(Dataset entries)
****************************************

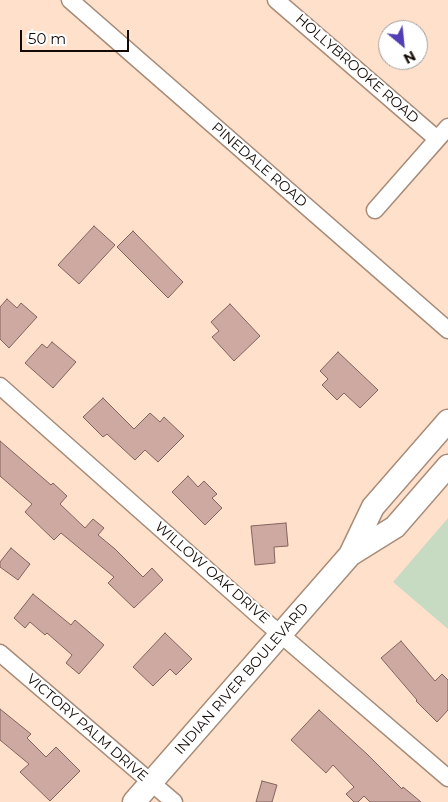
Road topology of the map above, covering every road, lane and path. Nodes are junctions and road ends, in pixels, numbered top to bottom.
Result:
1 (70, 0) edge
2 (276, 0) edge
3 (443, 133) edge
4 (375, 210) dead end
5 (448, 330) edge
6 (0, 386) edge
7 (448, 421) edge
8 (448, 466) edge
9 (350, 555) junction
10 (281, 634) junction
11 (0, 653) edge
12 (448, 778) edge
13 (150, 783) junction
14 (134, 802) edge
15 (174, 802) edge

1 - 5 street, PINEDALE ROAD
2 - 3 street, HOLLYBROOKE ROAD
3 - 4 street
6 - 10 street, WILLOW OAK DRIVE
7 - 9 main road, INDIAN RIVER BOULEVARD
8 - 9 main road, INDIAN RIVER BOULEVARD
9 - 10 main road, INDIAN RIVER BOULEVARD
10 - 12 street, WILLOW OAK DRIVE
10 - 13 main road, INDIAN RIVER BOULEVARD
11 - 13 street, VICTORY PALM DRIVE
13 - 14 main road, INDIAN RIVER BOULEVARD
13 - 15 street, VICTORY PALM DRIVE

****************************************

### Task item
If an entry above holds a picture, leave that picture out and print the rest exactly.

### Written response
Road topology of the map above, covering every road, lane and path. Nodes are junctions and road ends, in pixels, numbered top to bottom.
Result:
1 (70, 0) edge
2 (276, 0) edge
3 (443, 133) edge
4 (375, 210) dead end
5 (448, 330) edge
6 (0, 386) edge
7 (448, 421) edge
8 (448, 466) edge
9 (350, 555) junction
10 (281, 634) junction
11 (0, 653) edge
12 (448, 778) edge
13 (150, 783) junction
14 (134, 802) edge
15 (174, 802) edge

1 - 5 street, PINEDALE ROAD
2 - 3 street, HOLLYBROOKE ROAD
3 - 4 street
6 - 10 street, WILLOW OAK DRIVE
7 - 9 main road, INDIAN RIVER BOULEVARD
8 - 9 main road, INDIAN RIVER BOULEVARD
9 - 10 main road, INDIAN RIVER BOULEVARD
10 - 12 street, WILLOW OAK DRIVE
10 - 13 main road, INDIAN RIVER BOULEVARD
11 - 13 street, VICTORY PALM DRIVE
13 - 14 main road, INDIAN RIVER BOULEVARD
13 - 15 street, VICTORY PALM DRIVE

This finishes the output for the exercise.